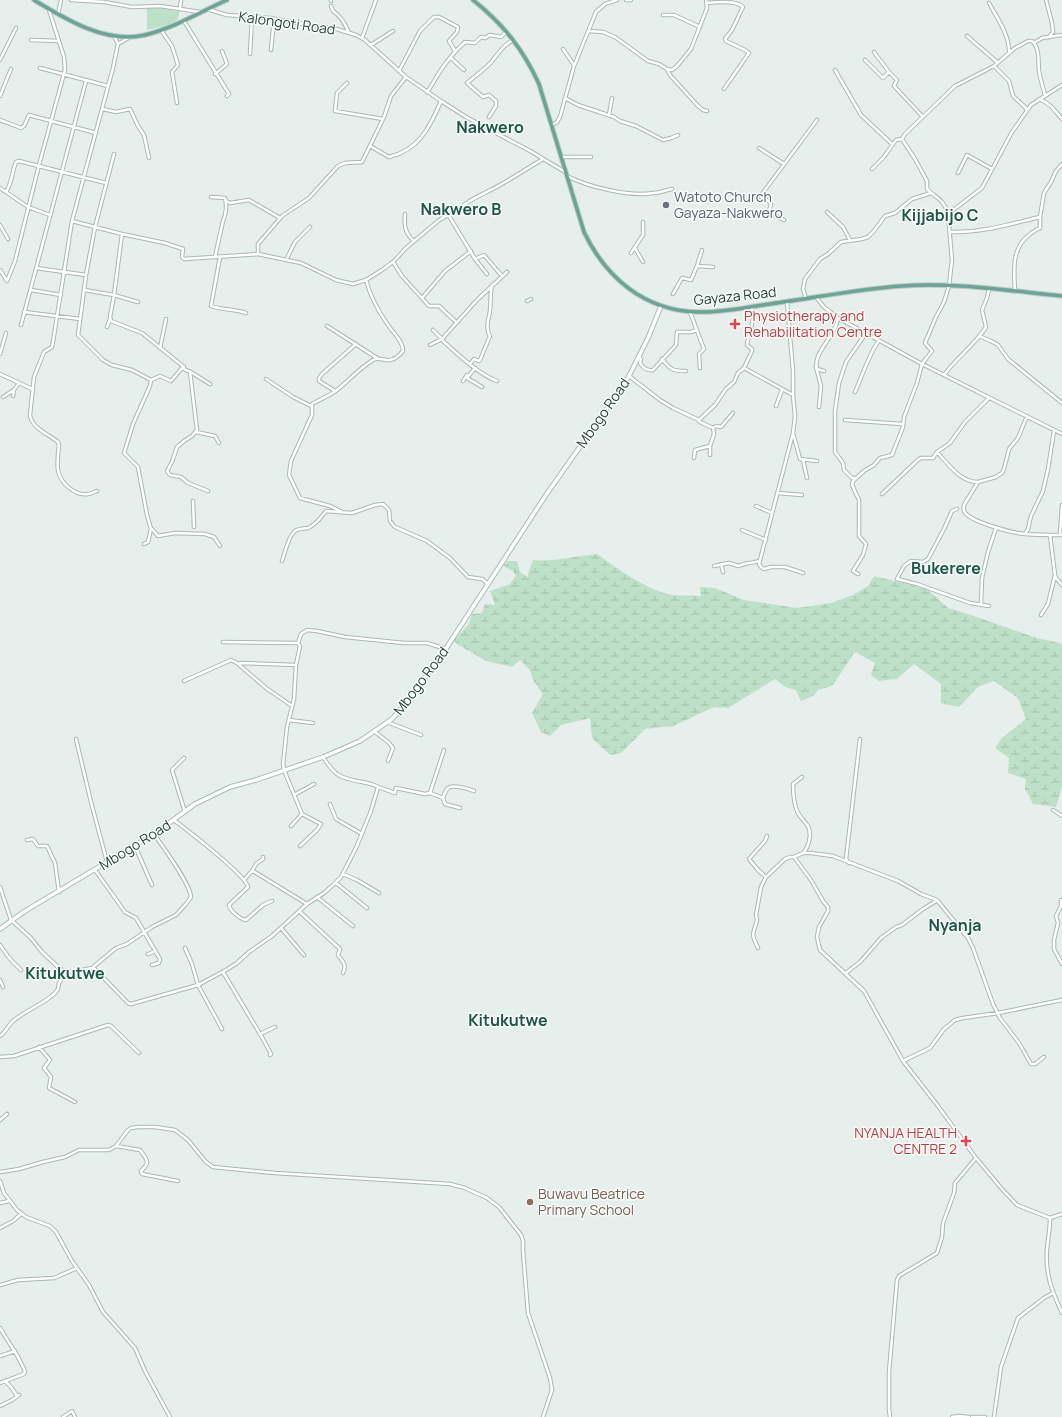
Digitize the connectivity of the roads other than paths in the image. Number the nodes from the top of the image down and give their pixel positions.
1 (35, 0) edge
2 (61, 0) edge
3 (70, 0) edge
4 (181, 0) edge
5 (227, 0) edge
6 (376, 0) edge
7 (473, 0) edge
8 (617, 0) edge
9 (626, 0) edge
10 (631, 0) edge
11 (1046, 0) edge
12 (706, 2) edge
13 (989, 3) dead end
14 (331, 6) dead end
15 (48, 9) junction
16 (180, 9) junction
17 (207, 9) junction
18 (200, 12) junction
19 (58, 14) junction
20 (663, 15) dead end
21 (252, 17) junction
22 (274, 18) junction
23 (184, 21) junction
24 (700, 27) junction
25 (16, 28) dead end
26 (161, 30) junction
27 (393, 31) dead end
28 (506, 31) junction
29 (588, 31) junction
30 (349, 33) junction
31 (114, 35) junction
32 (1062, 35) edge
33 (967, 36) dead end
34 (130, 37) junction
35 (1049, 37) junction
36 (362, 38) junction
37 (513, 39) junction
38 (31, 40) dead end
39 (59, 40) junction
40 (1034, 43) junction
41 (118, 44) junction
42 (371, 45) junction
43 (563, 49) dead end
44 (271, 50) dead end
45 (222, 51) dead end
46 (455, 51) junction
47 (874, 52) dead end
48 (1009, 52) junction
49 (250, 54) dead end
50 (451, 58) junction
51 (0, 59) edge
52 (865, 60) dead end
53 (997, 62) junction
54 (574, 66) junction
55 (994, 66) junction
56 (40, 68) dead end
57 (11, 69) dead end
58 (667, 69) junction
59 (464, 70) dead end
60 (835, 70) dead end
61 (399, 71) junction
62 (889, 72) junction
63 (216, 74) junction
64 (63, 75) junction
65 (406, 77) junction
66 (86, 81) junction
67 (347, 83) dead end
68 (1062, 85) edge
69 (108, 86) junction
70 (724, 89) dead end
71 (1, 91) edge
72 (427, 92) junction
73 (1046, 95) junction
74 (0, 96) edge
75 (227, 96) dead end
76 (565, 98) junction
77 (612, 98) dead end
78 (1039, 99) junction
79 (441, 101) junction
80 (177, 103) dead end
81 (102, 109) junction
82 (1026, 110) junction
83 (708, 111) dead end
84 (609, 115) junction
85 (923, 117) junction
86 (489, 118) dead end
87 (383, 119) junction
88 (1062, 119) edge
89 (0, 120) edge
90 (817, 120) dead end
91 (50, 122) junction
92 (552, 125) junction
93 (74, 127) junction
94 (96, 133) junction
95 (678, 135) dead end
96 (902, 139) junction
97 (892, 144) junction
98 (370, 146) junction
99 (759, 148) dead end
100 (114, 154) dead end
101 (561, 157) junction
102 (591, 157) dead end
103 (149, 158) dead end
104 (543, 159) junction
105 (784, 164) junction
106 (1062, 164) edge
107 (38, 165) junction
108 (872, 169) dead end
109 (992, 170) junction
110 (62, 171) junction
111 (958, 173) dead end
112 (566, 174) junction
113 (84, 178) junction
114 (106, 183) junction
115 (0, 188) edge
116 (672, 189) dead end
117 (6, 192) junction
118 (931, 193) junction
119 (211, 197) dead end
120 (226, 201) junction
121 (28, 207) junction
122 (828, 212) dead end
123 (405, 214) dead end
124 (948, 214) junction
125 (50, 215) junction
126 (449, 216) junction
127 (1040, 217) junction
128 (280, 218) junction
129 (784, 220) dead end
130 (72, 221) junction
131 (643, 222) dead end
132 (0, 225) edge
133 (95, 227) junction
134 (310, 227) dead end
135 (951, 232) junction
136 (122, 234) junction
137 (8, 239) dead end
138 (850, 240) junction
139 (414, 242) junction
140 (635, 248) junction
141 (702, 250) dead end
142 (470, 251) junction
143 (631, 253) dead end
144 (258, 254) junction
145 (215, 257) junction
146 (220, 257) junction
147 (476, 259) junction
148 (286, 260) junction
149 (393, 262) junction
150 (643, 262) dead end
151 (697, 266) junction
152 (713, 267) dead end
153 (36, 268) junction
154 (0, 270) edge
155 (63, 272) junction
156 (507, 272) dead end
157 (487, 274) dead end
158 (86, 275) junction
159 (502, 276) junction
160 (366, 280) junction
161 (492, 285) junction
162 (949, 286) junction
163 (989, 289) junction
164 (31, 290) junction
165 (84, 290) junction
166 (1015, 292) junction
167 (673, 294) dead end
168 (61, 295) junction
169 (114, 295) junction
170 (1062, 296) edge
171 (816, 297) junction
172 (531, 298) dead end
173 (806, 299) junction
174 (423, 300) junction
175 (527, 301) dead end
176 (138, 302) dead end
177 (787, 302) junction
178 (662, 306) junction
179 (751, 307) junction
180 (24, 312) junction
181 (690, 312) junction
182 (246, 313) dead end
183 (57, 317) junction
184 (838, 318) junction
185 (110, 319) junction
186 (166, 319) dead end
187 (80, 320) junction
188 (456, 322) junction
189 (21, 325) dead end
190 (327, 326) dead end
191 (107, 327) dead end
192 (433, 330) dead end
193 (697, 330) junction
194 (6, 333) dead end
195 (866, 333) junction
196 (979, 336) junction
197 (442, 339) junction
198 (879, 340) junction
199 (356, 344) junction
200 (430, 345) dead end
201 (160, 348) junction
202 (0, 354) edge
203 (639, 357) junction
204 (377, 358) junction
205 (662, 360) junction
206 (922, 364) junction
207 (472, 366) junction
208 (816, 367) junction
209 (700, 368) dead end
210 (744, 368) junction
211 (686, 371) dead end
212 (824, 371) dead end
213 (0, 374) edge
214 (944, 375) junction
215 (629, 376) junction
216 (266, 379) dead end
217 (151, 380) junction
218 (463, 381) dead end
219 (497, 382) dead end
220 (19, 383) junction
221 (210, 384) dead end
222 (482, 387) dead end
223 (32, 389) junction
224 (14, 390) junction
225 (782, 390) junction
226 (335, 391) junction
227 (855, 392) dead end
228 (793, 395) junction
229 (13, 396) dead end
230 (3, 397) dead end
231 (989, 398) junction
232 (1062, 403) edge
233 (311, 406) junction
234 (776, 406) dead end
235 (819, 407) dead end
236 (734, 413) dead end
237 (1027, 416) junction
238 (699, 420) junction
239 (845, 420) dead end
240 (902, 424) junction
241 (713, 428) junction
242 (1054, 431) junction
243 (196, 432) junction
244 (793, 433) junction
245 (1062, 434) edge
246 (219, 443) dead end
247 (710, 446) junction
248 (937, 452) junction
249 (710, 454) dead end
250 (694, 458) dead end
251 (803, 460) junction
252 (817, 461) dead end
253 (808, 478) dead end
254 (856, 478) junction
255 (978, 482) junction
256 (97, 491) dead end
257 (208, 491) dead end
258 (778, 493) junction
259 (882, 494) dead end
260 (802, 495) dead end
261 (193, 501) dead end
262 (756, 506) dead end
263 (1062, 506) edge
264 (958, 509) dead end
265 (342, 512) junction
266 (772, 513) junction
267 (194, 527) dead end
268 (996, 528) junction
269 (151, 529) junction
270 (742, 530) dead end
271 (1025, 534) junction
272 (1050, 535) junction
273 (1061, 535) edge
274 (766, 540) junction
275 (144, 544) dead end
276 (220, 546) dead end
277 (760, 559) junction
278 (282, 561) dead end
279 (721, 564) junction
280 (714, 566) dead end
281 (723, 572) dead end
282 (803, 573) dead end
283 (858, 574) dead end
284 (1055, 575) junction
285 (488, 584) junction
286 (1062, 585) edge
287 (981, 605) junction
288 (989, 606) dead end
289 (1041, 615) dead end
290 (223, 642) dead end
291 (298, 643) junction
292 (446, 649) junction
293 (240, 664) dead end
294 (296, 665) junction
295 (184, 681) dead end
296 (292, 706) junction
297 (289, 720) junction
298 (387, 722) junction
299 (313, 723) dead end
300 (373, 731) junction
301 (421, 735) dead end
302 (76, 739) dead end
303 (860, 739) dead end
304 (444, 750) dead end
305 (323, 757) junction
306 (184, 758) dead end
307 (388, 761) dead end
308 (284, 770) junction
309 (802, 777) dead end
310 (314, 784) dead end
311 (378, 787) junction
312 (474, 791) dead end
313 (430, 793) junction
314 (294, 795) junction
315 (443, 798) junction
316 (330, 804) dead end
317 (460, 808) dead end
318 (1053, 810) dead end
319 (185, 813) junction
320 (302, 814) junction
321 (1062, 816) edge
322 (174, 820) junction
323 (292, 826) dead end
324 (154, 834) junction
325 (362, 834) junction
326 (767, 836) dead end
327 (27, 840) dead end
328 (135, 846) junction
329 (300, 846) dead end
330 (803, 854) junction
331 (263, 857) dead end
332 (794, 857) junction
333 (107, 863) junction
334 (849, 863) junction
335 (95, 870) junction
336 (252, 871) junction
337 (343, 874) junction
338 (766, 878) junction
339 (244, 880) junction
340 (336, 883) junction
341 (152, 885) dead end
342 (0, 887) edge
343 (59, 892) junction
344 (379, 892) dead end
345 (317, 897) junction
346 (937, 900) junction
347 (1061, 900) dead end
348 (272, 901) dead end
349 (307, 904) junction
350 (367, 908) dead end
351 (299, 911) junction
352 (12, 920) junction
353 (353, 926) dead end
354 (281, 928) junction
355 (0, 929) edge
356 (144, 933) junction
357 (0, 945) edge
358 (185, 948) dead end
359 (758, 948) dead end
360 (156, 951) junction
361 (148, 954) dead end
362 (304, 955) dead end
363 (1062, 964) edge
364 (152, 965) dead end
365 (92, 968) junction
366 (21, 970) dead end
367 (67, 971) junction
368 (223, 972) junction
369 (343, 973) dead end
370 (846, 973) junction
371 (0, 980) edge
372 (198, 985) junction
373 (3, 987) dead end
374 (1062, 1000) edge
375 (998, 1013) junction
376 (274, 1027) dead end
377 (222, 1030) dead end
378 (260, 1034) junction
379 (0, 1036) edge
380 (39, 1047) junction
381 (139, 1053) dead end
382 (270, 1055) dead end
383 (0, 1057) edge
384 (1044, 1057) dead end
385 (903, 1061) junction
386 (75, 1102) dead end
387 (7, 1114) dead end
388 (0, 1120) edge
389 (116, 1146) junction
390 (976, 1158) junction
391 (0, 1172) edge
392 (0, 1181) edge
393 (178, 1181) dead end
394 (9, 1201) junction
395 (0, 1203) edge
396 (22, 1214) junction
397 (1062, 1214) edge
398 (1050, 1218) junction
399 (0, 1228) edge
400 (77, 1268) junction
401 (0, 1284) edge
402 (1053, 1293) junction
403 (1062, 1313) edge
404 (0, 1328) edge
405 (15, 1351) junction
406 (0, 1356) edge
407 (5, 1381) junction
408 (0, 1383) edge
409 (0, 1406) edge
410 (63, 1417) edge
411 (75, 1417) edge
412 (170, 1417) edge
413 (543, 1417) edge
414 (890, 1417) edge
415 (952, 1417) edge
416 (969, 1417) edge
417 (972, 1417) edge
418 (985, 1417) edge
419 (994, 1417) edge

1 - 15 main road
2 - 19 street
3 - 16 street
4 - 16 street
5 - 17 main road
6 - 36 street
7 - 28 main road, Gayaza Road
8 - 29 street
9 - 10 street
11 - 35 street
12 - 24 street
12 - 70 street
13 - 48 street
14 - 30 street
15 - 19 main road
15 - 39 street
16 - 18 street
17 - 18 main road
17 - 21 street, Kalongoti Road
18 - 23 main road
19 - 31 main road
20 - 24 street
21 - 22 street, Kalongoti Road
21 - 49 street
22 - 30 street, Kalongoti Road
22 - 44 street
23 - 26 main road
23 - 63 street
24 - 58 street
25 - 51 street
26 - 34 main road
26 - 80 street
27 - 42 street
28 - 37 main road, Gayaza Road
28 - 46 street
29 - 54 street
29 - 58 street
30 - 36 street, Kalongoti Road
31 - 34 main road
31 - 41 street
32 - 35 street
33 - 53 street
34 - 41 street
35 - 40 street
36 - 42 street, Kalongoti Road
37 - 86 street
37 - 92 main road, Gayaza Road
38 - 39 street
39 - 64 street
40 - 48 street
40 - 73 street
41 - 69 street
42 - 61 street, Kalongoti Road
43 - 54 street
45 - 63 street
46 - 50 street
46 - 61 street
47 - 62 street
48 - 53 street
50 - 59 street
50 - 72 street
52 - 62 street
53 - 55 street
54 - 76 street
55 - 82 street
55 - 85 street
56 - 64 street
57 - 71 street
58 - 83 street
60 - 97 street
61 - 65 street, Kalongoti Road
62 - 85 street
63 - 75 street
64 - 66 street
64 - 91 street
65 - 72 street, Kalongoti Road
65 - 87 street
66 - 69 street
66 - 93 street
67 - 87 street
68 - 73 street
69 - 81 street
71 - 74 street
72 - 79 street, Kalongoti Road
73 - 78 street
76 - 84 street
76 - 92 street
77 - 84 street
78 - 82 street
78 - 88 street
79 - 98 street
79 - 104 street, Kalongoti Road
81 - 94 street
81 - 103 street
82 - 109 street
84 - 95 street
85 - 96 street
87 - 98 street
89 - 91 street
90 - 105 street
91 - 93 street
91 - 107 street
92 - 101 main road, Gayaza Road
93 - 94 street
93 - 110 street
94 - 113 street
96 - 97 street
96 - 118 street
97 - 108 street
98 - 128 street
99 - 105 street
100 - 114 street
101 - 102 street
101 - 112 main road, Gayaza Road
104 - 112 street, Kalongoti Road
104 - 126 street
105 - 129 street
106 - 127 street
107 - 110 street
107 - 117 street
107 - 121 street
109 - 111 street
109 - 124 street
110 - 113 street
110 - 125 street
112 - 116 street, Kalongoti Road
112 - 178 main road, Gayaza Road
113 - 114 street
113 - 130 street
114 - 133 street
115 - 117 street
117 - 121 street
118 - 124 street
118 - 138 street
119 - 120 street
120 - 128 street
120 - 145 street
121 - 125 street
121 - 154 street
122 - 138 street
123 - 139 street
124 - 135 street
125 - 153 street
126 - 139 street
126 - 142 street
127 - 135 street
127 - 166 street
128 - 144 street
130 - 133 street
130 - 155 street
131 - 140 street
132 - 137 street
133 - 136 street
133 - 158 street
134 - 148 street
135 - 162 street
136 - 145 street
136 - 169 street
138 - 173 street
139 - 149 street
140 - 143 street
140 - 150 street
141 - 151 street
142 - 147 street
142 - 174 street
144 - 146 street
144 - 148 street
145 - 146 street
146 - 182 street
147 - 157 street
147 - 159 street
148 - 160 street
149 - 160 street
149 - 174 street
151 - 152 street
151 - 167 street
153 - 155 street
153 - 164 street
155 - 158 street
155 - 168 street
156 - 159 street
158 - 165 street
159 - 161 street
160 - 204 street
161 - 188 street
161 - 207 street
162 - 163 main road, Gayaza Road
162 - 171 main road, Gayaza Road
162 - 206 street
163 - 166 main road, Gayaza Road
163 - 196 street
164 - 168 street
164 - 180 street
165 - 169 street
165 - 187 street
166 - 170 main road, Gayaza Road
168 - 183 street
169 - 176 street
169 - 185 street
171 - 173 main road, Gayaza Road
171 - 184 street
172 - 175 street
173 - 177 main road, Gayaza Road
174 - 188 street
177 - 179 main road, Gayaza Road
177 - 228 street
178 - 181 main road, Gayaza Road
178 - 203 main road, Mbogo Road
179 - 181 main road, Gayaza Road
179 - 210 street
180 - 183 street
180 - 189 street
181 - 193 street
183 - 187 street
183 - 223 street
184 - 195 street
184 - 208 street
185 - 191 street
185 - 201 street
186 - 201 street
187 - 217 street
188 - 197 street
190 - 199 street
192 - 197 street
193 - 205 street
193 - 209 street
194 - 202 street
195 - 198 street
195 - 254 street
196 - 214 street
196 - 232 street
197 - 200 street
197 - 207 street
198 - 206 street
198 - 227 street
199 - 204 street
199 - 226 street
201 - 221 street
203 - 205 street
203 - 215 main road, Mbogo Road
204 - 226 street
205 - 211 street
206 - 214 street
206 - 240 street
207 - 218 street
207 - 219 street
207 - 222 street
208 - 212 street
208 - 235 street
210 - 225 street
210 - 238 street
213 - 220 street
214 - 231 street
215 - 238 street
215 - 285 main road, Mbogo Road
216 - 233 street
217 - 243 street
217 - 269 street
220 - 223 street
220 - 224 street
223 - 256 street
224 - 229 street
224 - 230 street
225 - 228 street
225 - 234 street
226 - 233 street
228 - 244 street
231 - 237 street
231 - 248 street
233 - 265 street
236 - 241 street
237 - 242 street
237 - 255 street
238 - 241 street
239 - 240 street
240 - 254 street
241 - 247 street
242 - 245 street
242 - 271 street
243 - 246 street
243 - 257 street
244 - 251 street
244 - 258 street
247 - 249 street
247 - 250 street
248 - 255 street
248 - 259 street
251 - 252 street
251 - 253 street
254 - 283 street
255 - 268 street
258 - 260 street
258 - 266 street
261 - 267 street
262 - 266 street
263 - 273 street
264 - 287 street
265 - 278 street
265 - 285 street
266 - 274 street
268 - 271 street
268 - 287 street
269 - 275 street
269 - 276 street
270 - 274 street
271 - 272 street
272 - 273 street
272 - 284 street
274 - 277 street
277 - 279 street
277 - 282 street
279 - 280 street
279 - 281 street
284 - 286 street
284 - 289 street
285 - 292 main road, Mbogo Road
287 - 288 street
290 - 291 street
291 - 292 street
291 - 294 street
292 - 298 main road, Mbogo Road
293 - 294 street
294 - 296 street
295 - 296 street
296 - 297 street
297 - 299 street
297 - 308 street
298 - 300 main road, Mbogo Road
298 - 301 street
300 - 305 main road, Mbogo Road
300 - 307 street
302 - 333 street
303 - 334 street
304 - 313 street
305 - 308 main road, Mbogo Road
305 - 311 street
306 - 319 street
308 - 314 street
308 - 319 main road, Mbogo Road
309 - 330 street
310 - 314 street
311 - 313 street
311 - 325 street
312 - 315 street
313 - 315 street
314 - 320 street
315 - 317 street
316 - 325 street
318 - 321 street
319 - 322 main road, Mbogo Road
320 - 323 street
320 - 329 street
322 - 324 main road, Mbogo Road
322 - 339 street
324 - 328 main road, Mbogo Road
324 - 356 street
325 - 337 street
326 - 338 street
327 - 343 street
328 - 333 main road, Mbogo Road
328 - 341 street
330 - 332 street
330 - 334 street
331 - 336 street
332 - 338 street
332 - 370 street
333 - 335 main road, Mbogo Road
334 - 346 street
335 - 343 main road, Mbogo Road
335 - 356 street
336 - 339 street
336 - 349 street
337 - 340 street
337 - 344 street
338 - 359 street
339 - 348 street
340 - 345 street
340 - 350 street
342 - 352 street
343 - 352 main road, Mbogo Road
345 - 349 street
345 - 353 street
346 - 370 street
346 - 375 street
347 - 363 street
349 - 351 street
351 - 354 street
351 - 369 street
352 - 355 main road, Mbogo Road
352 - 367 street
354 - 362 street
354 - 368 street
356 - 360 street
356 - 365 street
357 - 366 street
358 - 372 street
360 - 361 street
360 - 364 street
365 - 367 street
365 - 372 street
367 - 379 street
368 - 372 street
368 - 378 street
370 - 385 street
371 - 373 street
372 - 377 street
374 - 375 street
375 - 384 street
375 - 385 street
376 - 378 street
378 - 382 street
380 - 381 street
380 - 383 street
380 - 386 street
385 - 390 street
387 - 388 street
389 - 391 street
389 - 393 street
389 - 413 street
390 - 398 street
390 - 414 street
392 - 394 street
394 - 395 street
394 - 396 street
396 - 399 street
396 - 400 street
397 - 398 street
398 - 402 street
400 - 401 street
400 - 412 street
402 - 403 street
402 - 419 street
404 - 405 street
405 - 406 street
405 - 407 street
407 - 408 street
407 - 409 street
410 - 411 street
415 - 416 street
417 - 418 street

| Task instructions |
Determine which lines above include the word "Kalongoti", and report those lines in full.

| Answer to this exercise |
17 - 21 street, Kalongoti Road
21 - 22 street, Kalongoti Road
22 - 30 street, Kalongoti Road
30 - 36 street, Kalongoti Road
36 - 42 street, Kalongoti Road
42 - 61 street, Kalongoti Road
61 - 65 street, Kalongoti Road
65 - 72 street, Kalongoti Road
72 - 79 street, Kalongoti Road
79 - 104 street, Kalongoti Road
104 - 112 street, Kalongoti Road
112 - 116 street, Kalongoti Road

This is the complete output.